▸ **Problem**
Extract every line of the material that holds the string "Rosemount".
*** Records ***
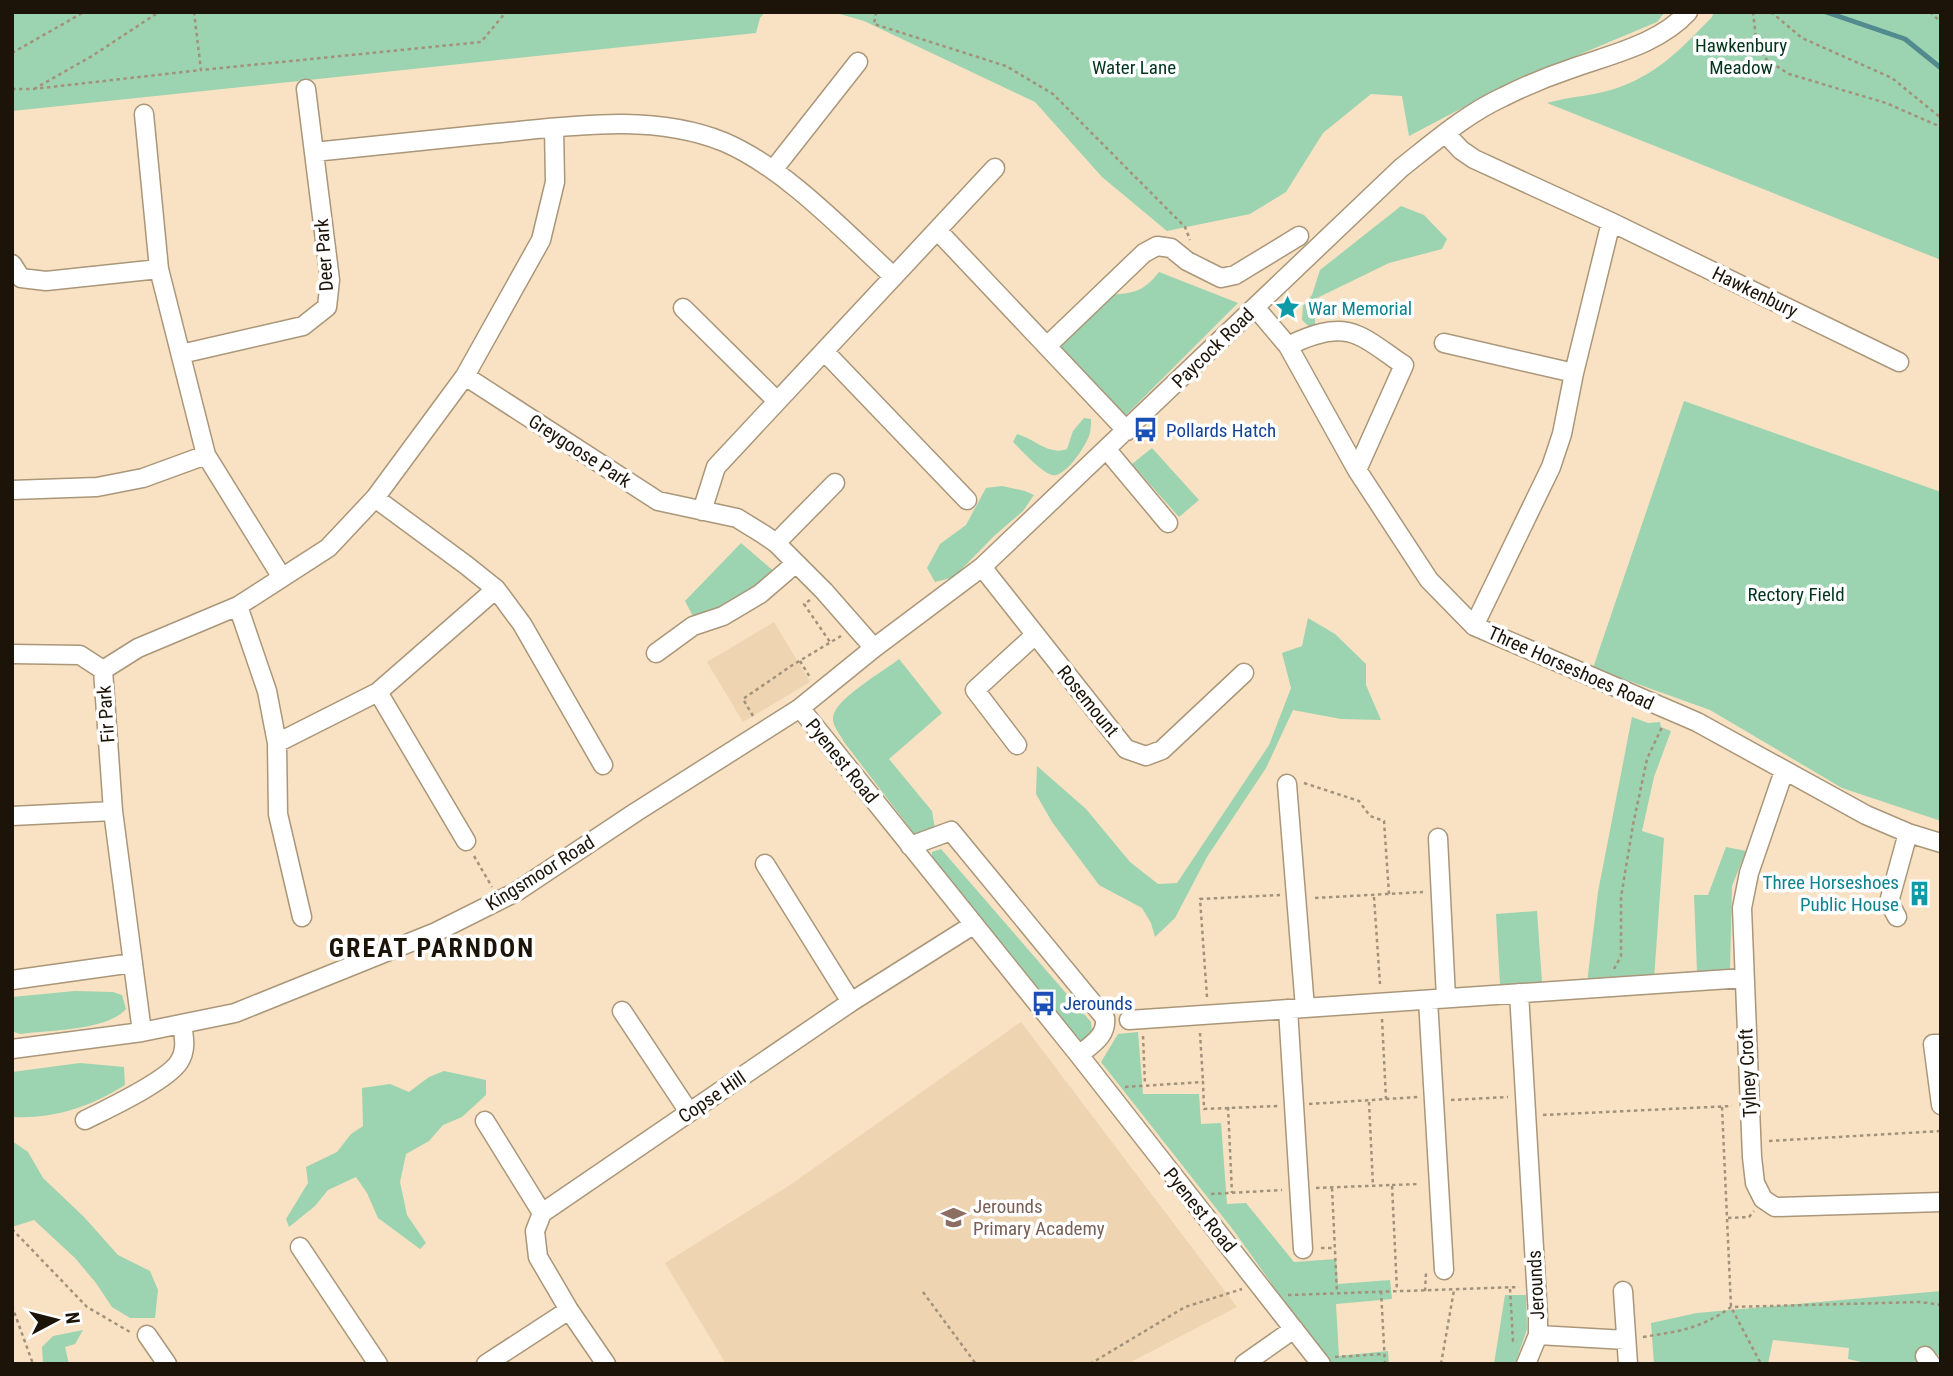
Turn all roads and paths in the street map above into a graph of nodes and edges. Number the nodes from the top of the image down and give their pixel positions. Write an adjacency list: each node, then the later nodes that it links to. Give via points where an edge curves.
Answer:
1 (84, 12): 11 (path)
2 (159, 12): 15 (path)
3 (194, 12): 13 (path)
4 (506, 12): 13 (path, via 481,42)
5 (876, 12): 29 (path, via 874,24 1006,66 1053,94 1185,227)
6 (1688, 12): 21 (street, Paycock Road, via 1650,41 1502,97)
7 (1754, 12): 19 (path, via 1757,47 1789,74 1886,103)
8 (1771, 12): 18 (path, via 1802,38 1892,78)
9 (1930, 12): 10 (path)
10 (1941, 22)
11 (13, 52)
12 (858, 62): 24 (street)
13 (201, 70): 15 (path)
14 (12, 89): 15 (path)
15 (33, 89)
16 (306, 89): 22 (street, Deer Park)
17 (144, 114): 30 (street)
18 (1941, 118)
19 (1941, 127)
20 (554, 128): 22 (street); 24 (street, via 628,124 678,128 725,142); 41 (street, via 555,182 541,240)
21 (1445, 133): 25 (street, Hawkenbury, via 1474,159); 32 (street, Paycock Road, via 1401,167)
22 (314, 152): 38 (street, Deer Park, via 330,280 327,307 303,326)
23 (995, 168): 26 (street)
24 (773, 170): 31 (street)
25 (1611, 222): 39 (street, Hawkenbury); 40 (street)
26 (937, 230): 31 (street); 35 (street)
27 (1299, 236): 29 (street, via 1236,275 1221,278)
28 (12, 264): 30 (street, via 21,278 46,281)
29 (1201, 268): 35 (street, via 1171,248 1157,246 1144,253)
30 (159, 269): 38 (street)
31 (893, 276): 37 (street)
32 (1255, 307): 36 (street, Three Horseshoes Road); 43 (street, Paycock Road)
33 (683, 308): 42 (street)
34 (1444, 343): 40 (street)
35 (1047, 346): 43 (street)
36 (1288, 346): 46 (street, Three Horseshoes Road); 46 (street, via 1333,331 1356,334 1404,365)
37 (824, 351): 42 (street); 50 (street)
38 (181, 354): 45 (street)
39 (1899, 362)
40 (1574, 373): 60 (street, via 1551,467)
41 (465, 376): 49 (street); 51 (street, Greygoose Park, via 658,501)
42 (777, 401): 51 (street, via 716,467)
43 (1127, 431): 44 (street, Paycock Road)
44 (1107, 450): 52 (street); 55 (street, Paycock Road)
45 (206, 455): 48 (street, via 143,478 97,487); 56 (street)
46 (1357, 470): 60 (street, Three Horseshoes Road, via 1429,580)
47 (835, 483): 53 (street)
48 (12, 490)
49 (375, 499): 56 (street, via 328,548); 57 (street)
50 (967, 500)
51 (702, 511): 53 (street, Greygoose Park, via 737,518)
52 (1168, 523)
53 (776, 543): 54 (street, Greygoose Park)
54 (796, 563): 64 (street, Greygoose Park); 65 (street, via 760,594 723,616 693,626)
55 (982, 567): 62 (street, Rosemount); 64 (street, Paycock Road)
56 (281, 576): 59 (street)
57 (496, 589): 71 (street); 77 (street, via 522,624)
58 (804, 604): 63 (path)
59 (238, 606): 68 (street, via 138,648); 75 (street, via 267,691)
60 (1474, 626): 73 (street, Three Horseshoes Road)
61 (848, 633): 63 (path)
62 (1035, 635): 69 (street, Rosemount, via 1126,749 1146,756 1171,744); 76 (street, via 975,690)
63 (830, 642): 67 (path)
64 (874, 648): 72 (street, Paycock Road)
65 (656, 653)
66 (12, 654): 68 (street, Fir Park, via 80,655)
67 (800, 661): 70 (path); 74 (path, via 743,699)
68 (103, 670): 80 (street, Fir Park)
69 (1244, 673)
70 (812, 680)
71 (378, 692): 75 (street); 84 (street)
72 (800, 708): 74 (street, Kingsmoor Road); 86 (street, Pyenest Road)
73 (1670, 710): 78 (street, Three Horseshoes Road); 97 (path, via 1647,759 1621,897 1621,956)
74 (763, 732): 90 (street, Kingsmoor Road)
75 (277, 743): 91 (street, via 278,814)
76 (1017, 745)
77 (603, 765)
78 (1784, 771): 82 (street, Three Horseshoes Road); 95 (street, Tylney Croft, via 1744,891)
79 (1287, 784): 88 (path, via 1308,783 1359,801 1370,816 1384,821); 103 (street)
80 (113, 811): 81 (street); 94 (street, Fir Park)
81 (12, 816)
82 (1908, 833): 85 (street, Three Horseshoes Road); 92 (street, via 1889,902)
83 (1438, 838): 99 (street)
84 (466, 841): 90 (path)
85 (1941, 843)
86 (910, 846): 93 (street, Pyenest Road); 111 (street, via 951,831 1105,1018 1101,1036)
87 (765, 864): 101 (street)
88 (1389, 894)
89 (1374, 895): 102 (path)
90 (499, 901): 107 (street, Kingsmoor Road, via 275,999)
91 (302, 917)
92 (1897, 917)
93 (973, 925): 101 (street, Copse Hill); 111 (street, Pyenest Road)
94 (133, 963): 96 (street); 108 (street, Fir Park)
95 (1744, 978): 97 (street); 120 (street, Tylney Croft)
96 (12, 980)
97 (1604, 988): 98 (street)
98 (1519, 993): 99 (street); 115 (street, Jerounds)
99 (1446, 998): 100 (street)
100 (1427, 1000): 102 (street); 117 (street)
101 (851, 1002): 124 (street, Copse Hill)
102 (1381, 1003): 103 (street); 116 (path)
103 (1296, 1008): 105 (street); 119 (street)
104 (622, 1011): 124 (street)
105 (1199, 1015): 106 (street); 112 (path)
106 (1136, 1019): 113 (path)
107 (182, 1024): 108 (street, Kingsmoor Road); 126 (street, via 185,1047 179,1063 153,1084)
108 (142, 1032): 110 (street, Kingsmoor Road)
109 (1941, 1044): 121 (street, via 1934,1044)
110 (12, 1049)
111 (1079, 1055): 114 (street, Pyenest Road)
112 (1203, 1082): 113 (path); 122 (path, via 1204,1109)
113 (1145, 1085): 114 (path)
114 (1104, 1088): 136 (street, Pyenest Road)
115 (1525, 1096): 117 (path); 125 (street, Jerounds)
116 (1386, 1099): 117 (path); 118 (path)
117 (1434, 1099): 134 (street)
118 (1369, 1100): 119 (path); 131 (path)
119 (1294, 1105): 122 (path); 133 (street)
120 (1749, 1105): 123 (path); 129 (street, Tylney Croft)
121 (1941, 1105)
122 (1228, 1107): 135 (path)
123 (1723, 1107): 125 (path); 140 (path)
124 (690, 1112): 139 (street, Copse Hill)
125 (1526, 1116): 145 (street, Jerounds)
126 (85, 1120)
127 (485, 1121): 139 (street)
128 (1941, 1131): 129 (path)
129 (1751, 1142): 137 (street, Tylney Croft, via 1755,1183)
130 (1392, 1185): 131 (path); 134 (path, via 1423,1184 1424,1189); 149 (path)
131 (1373, 1186): 132 (path)
132 (1332, 1188): 133 (path); 153 (path)
133 (1299, 1189): 135 (path); 143 (street)
134 (1439, 1189): 144 (street)
135 (1231, 1193): 136 (path)
136 (1189, 1196): 147 (street, Pyenest Road)
137 (1763, 1199): 138 (street, via 1775,1207); 140 (path, via 1749,1217)
138 (1941, 1202)
139 (542, 1213): 157 (street, via 535,1231 538,1257)
140 (1728, 1218): 156 (path)
141 (12, 1229): 159 (path, via 87,1307 130,1332)
142 (300, 1247): 166 (street)
143 (1303, 1249)
144 (1444, 1270)
145 (1536, 1286): 146 (path); 161 (street, Jerounds)
146 (1510, 1288): 148 (path); 161 (path, via 1513,1341)
147 (1263, 1290): 153 (path); 158 (street, Pyenest Road); 170 (path, via 1185,1307)
148 (1454, 1290): 149 (path); 173 (path)
149 (1397, 1291): 151 (path)
150 (1623, 1291): 160 (street)
151 (1381, 1292): 153 (path); 162 (path)
152 (923, 1293): 169 (path)
153 (1337, 1293)
154 (1941, 1305): 156 (path)
155 (12, 1306): 164 (path)
156 (1731, 1307): 160 (path, via 1709,1322 1685,1330); 175 (path)
157 (569, 1310): 167 (street); 168 (street)
158 (1294, 1329): 163 (street, Pyenest Road); 171 (street)
159 (147, 1335): 165 (street)
160 (1626, 1339): 161 (street); 174 (street)
161 (1532, 1349)
162 (1384, 1354): 163 (path, via 1334,1357); 172 (path)
163 (1320, 1363)
164 (33, 1364)
165 (167, 1364)
166 (378, 1364)
167 (486, 1364)
168 (606, 1364)
169 (976, 1364)
170 (1090, 1364)
171 (1244, 1364)
172 (1385, 1364)
173 (1441, 1364)
174 (1628, 1364)
175 (1761, 1364)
*** End of Records ***
▸ **Completed exercise**
55 (982, 567): 62 (street, Rosemount); 64 (street, Paycock Road)
62 (1035, 635): 69 (street, Rosemount, via 1126,749 1146,756 1171,744); 76 (street, via 975,690)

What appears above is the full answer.